-- Supplied data follows --

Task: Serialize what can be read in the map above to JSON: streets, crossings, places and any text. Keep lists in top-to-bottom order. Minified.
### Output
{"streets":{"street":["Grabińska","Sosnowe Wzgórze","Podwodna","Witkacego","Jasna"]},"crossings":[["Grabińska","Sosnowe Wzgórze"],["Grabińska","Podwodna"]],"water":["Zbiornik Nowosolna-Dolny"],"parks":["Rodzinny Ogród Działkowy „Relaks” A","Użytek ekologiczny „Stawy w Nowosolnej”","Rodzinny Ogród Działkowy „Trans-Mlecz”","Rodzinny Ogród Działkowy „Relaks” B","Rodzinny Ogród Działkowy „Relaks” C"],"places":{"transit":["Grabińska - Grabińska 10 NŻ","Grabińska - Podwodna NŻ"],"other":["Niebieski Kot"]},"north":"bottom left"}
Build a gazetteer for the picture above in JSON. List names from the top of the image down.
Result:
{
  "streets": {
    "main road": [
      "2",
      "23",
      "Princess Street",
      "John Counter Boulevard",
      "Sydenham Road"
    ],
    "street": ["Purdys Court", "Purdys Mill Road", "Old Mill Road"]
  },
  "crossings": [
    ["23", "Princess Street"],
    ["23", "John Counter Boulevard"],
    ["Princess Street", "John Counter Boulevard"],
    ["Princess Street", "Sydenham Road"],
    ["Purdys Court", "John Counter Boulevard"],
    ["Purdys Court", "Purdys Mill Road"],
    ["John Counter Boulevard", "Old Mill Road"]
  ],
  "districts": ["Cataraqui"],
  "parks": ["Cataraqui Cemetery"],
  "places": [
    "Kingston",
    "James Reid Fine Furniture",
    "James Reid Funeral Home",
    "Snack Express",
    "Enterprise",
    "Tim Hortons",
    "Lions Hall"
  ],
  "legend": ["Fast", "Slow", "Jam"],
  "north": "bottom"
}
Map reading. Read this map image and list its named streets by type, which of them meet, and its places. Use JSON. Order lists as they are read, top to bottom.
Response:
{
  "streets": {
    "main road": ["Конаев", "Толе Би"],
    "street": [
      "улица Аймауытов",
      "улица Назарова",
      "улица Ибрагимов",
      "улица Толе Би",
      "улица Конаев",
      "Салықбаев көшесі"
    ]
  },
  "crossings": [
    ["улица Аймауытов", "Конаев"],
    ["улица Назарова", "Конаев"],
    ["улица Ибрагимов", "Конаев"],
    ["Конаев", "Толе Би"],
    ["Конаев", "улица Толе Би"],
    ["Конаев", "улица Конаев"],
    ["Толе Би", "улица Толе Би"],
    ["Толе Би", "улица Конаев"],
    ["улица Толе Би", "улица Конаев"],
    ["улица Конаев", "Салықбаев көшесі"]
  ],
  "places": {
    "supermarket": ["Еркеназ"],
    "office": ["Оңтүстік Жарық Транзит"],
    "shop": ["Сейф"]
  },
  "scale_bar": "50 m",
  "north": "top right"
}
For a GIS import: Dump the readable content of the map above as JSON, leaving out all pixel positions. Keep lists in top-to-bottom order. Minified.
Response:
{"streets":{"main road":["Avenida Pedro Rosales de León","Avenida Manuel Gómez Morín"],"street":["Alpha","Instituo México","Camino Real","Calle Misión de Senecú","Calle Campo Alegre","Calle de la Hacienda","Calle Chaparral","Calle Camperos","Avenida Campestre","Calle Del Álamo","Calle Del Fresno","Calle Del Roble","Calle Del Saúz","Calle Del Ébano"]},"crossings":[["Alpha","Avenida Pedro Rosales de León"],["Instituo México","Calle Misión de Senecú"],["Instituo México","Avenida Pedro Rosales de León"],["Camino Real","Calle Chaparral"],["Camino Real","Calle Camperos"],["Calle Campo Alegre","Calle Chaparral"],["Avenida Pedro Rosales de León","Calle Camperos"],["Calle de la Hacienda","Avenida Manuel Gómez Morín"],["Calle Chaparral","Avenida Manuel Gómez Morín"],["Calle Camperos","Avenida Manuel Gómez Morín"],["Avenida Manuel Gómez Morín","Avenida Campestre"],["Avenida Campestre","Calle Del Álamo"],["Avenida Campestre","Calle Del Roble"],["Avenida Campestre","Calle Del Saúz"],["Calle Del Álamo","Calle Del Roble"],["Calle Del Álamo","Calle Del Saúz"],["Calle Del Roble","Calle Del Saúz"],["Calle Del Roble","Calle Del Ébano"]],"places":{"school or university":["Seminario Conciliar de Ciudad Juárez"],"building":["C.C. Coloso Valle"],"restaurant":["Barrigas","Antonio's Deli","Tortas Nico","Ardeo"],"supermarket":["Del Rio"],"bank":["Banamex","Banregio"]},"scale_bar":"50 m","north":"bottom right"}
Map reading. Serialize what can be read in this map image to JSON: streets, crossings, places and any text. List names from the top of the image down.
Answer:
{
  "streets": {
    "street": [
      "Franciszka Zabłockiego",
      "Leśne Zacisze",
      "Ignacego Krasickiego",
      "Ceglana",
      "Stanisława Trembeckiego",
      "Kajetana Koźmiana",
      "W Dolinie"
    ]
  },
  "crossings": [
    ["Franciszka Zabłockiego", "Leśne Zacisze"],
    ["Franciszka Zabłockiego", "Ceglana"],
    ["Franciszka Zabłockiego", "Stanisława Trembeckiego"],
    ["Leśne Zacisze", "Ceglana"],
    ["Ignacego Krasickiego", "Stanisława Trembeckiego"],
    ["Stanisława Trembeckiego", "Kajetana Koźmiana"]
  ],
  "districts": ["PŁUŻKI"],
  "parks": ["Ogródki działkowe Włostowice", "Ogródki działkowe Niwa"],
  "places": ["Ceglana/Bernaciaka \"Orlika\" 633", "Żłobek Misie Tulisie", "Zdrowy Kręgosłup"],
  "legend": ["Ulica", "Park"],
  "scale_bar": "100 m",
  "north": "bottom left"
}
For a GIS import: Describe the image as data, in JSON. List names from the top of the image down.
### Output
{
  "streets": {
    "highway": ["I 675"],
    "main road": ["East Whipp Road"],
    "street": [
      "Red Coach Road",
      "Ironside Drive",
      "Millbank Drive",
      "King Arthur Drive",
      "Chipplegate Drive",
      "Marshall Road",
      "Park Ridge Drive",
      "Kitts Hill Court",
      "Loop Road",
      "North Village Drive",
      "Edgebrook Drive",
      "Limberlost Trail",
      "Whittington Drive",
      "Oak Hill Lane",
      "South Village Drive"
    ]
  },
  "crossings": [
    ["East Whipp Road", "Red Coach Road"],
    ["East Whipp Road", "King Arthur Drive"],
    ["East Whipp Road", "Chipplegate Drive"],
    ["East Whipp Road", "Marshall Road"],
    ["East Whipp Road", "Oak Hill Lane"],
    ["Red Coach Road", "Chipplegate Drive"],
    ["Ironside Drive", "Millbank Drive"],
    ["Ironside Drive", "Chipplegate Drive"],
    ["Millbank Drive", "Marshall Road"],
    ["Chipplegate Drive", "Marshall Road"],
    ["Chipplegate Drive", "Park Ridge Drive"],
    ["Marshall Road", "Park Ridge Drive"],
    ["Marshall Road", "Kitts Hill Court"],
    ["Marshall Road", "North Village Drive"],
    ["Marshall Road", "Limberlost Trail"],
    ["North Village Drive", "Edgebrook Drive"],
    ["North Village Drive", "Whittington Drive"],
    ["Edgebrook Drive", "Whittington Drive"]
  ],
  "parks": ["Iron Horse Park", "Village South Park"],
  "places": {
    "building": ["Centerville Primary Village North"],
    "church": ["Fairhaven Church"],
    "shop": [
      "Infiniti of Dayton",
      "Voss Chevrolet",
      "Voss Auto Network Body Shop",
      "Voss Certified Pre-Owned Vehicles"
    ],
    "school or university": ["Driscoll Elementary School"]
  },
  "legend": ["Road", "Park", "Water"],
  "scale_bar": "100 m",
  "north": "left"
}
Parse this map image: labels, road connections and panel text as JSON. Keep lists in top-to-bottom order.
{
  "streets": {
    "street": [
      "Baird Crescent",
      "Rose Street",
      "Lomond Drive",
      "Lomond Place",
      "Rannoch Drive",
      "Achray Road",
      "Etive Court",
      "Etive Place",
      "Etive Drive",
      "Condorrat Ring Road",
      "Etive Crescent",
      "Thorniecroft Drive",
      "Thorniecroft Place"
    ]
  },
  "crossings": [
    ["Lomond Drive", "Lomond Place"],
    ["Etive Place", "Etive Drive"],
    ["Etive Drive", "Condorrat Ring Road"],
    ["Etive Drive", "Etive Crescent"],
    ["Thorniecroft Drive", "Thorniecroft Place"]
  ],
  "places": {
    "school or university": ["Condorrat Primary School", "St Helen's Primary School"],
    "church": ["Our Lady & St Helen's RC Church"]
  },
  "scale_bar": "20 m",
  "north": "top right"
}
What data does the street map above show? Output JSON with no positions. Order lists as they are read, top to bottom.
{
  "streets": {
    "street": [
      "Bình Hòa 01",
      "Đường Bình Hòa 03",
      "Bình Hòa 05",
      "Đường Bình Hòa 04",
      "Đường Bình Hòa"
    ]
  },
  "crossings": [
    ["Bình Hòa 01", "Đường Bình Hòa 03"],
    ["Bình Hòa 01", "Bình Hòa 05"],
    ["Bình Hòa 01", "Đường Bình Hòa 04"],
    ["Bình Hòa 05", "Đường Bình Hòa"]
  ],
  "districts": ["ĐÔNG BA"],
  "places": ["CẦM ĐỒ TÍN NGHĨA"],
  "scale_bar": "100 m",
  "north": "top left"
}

-- Supplied data concluded --

> _Task instructions_:
If a line of the entries holds the word "Sydenham", copy it out.

> _Exercise output_:
      "Sydenham Road"
    ["Princess Street", "Sydenham Road"],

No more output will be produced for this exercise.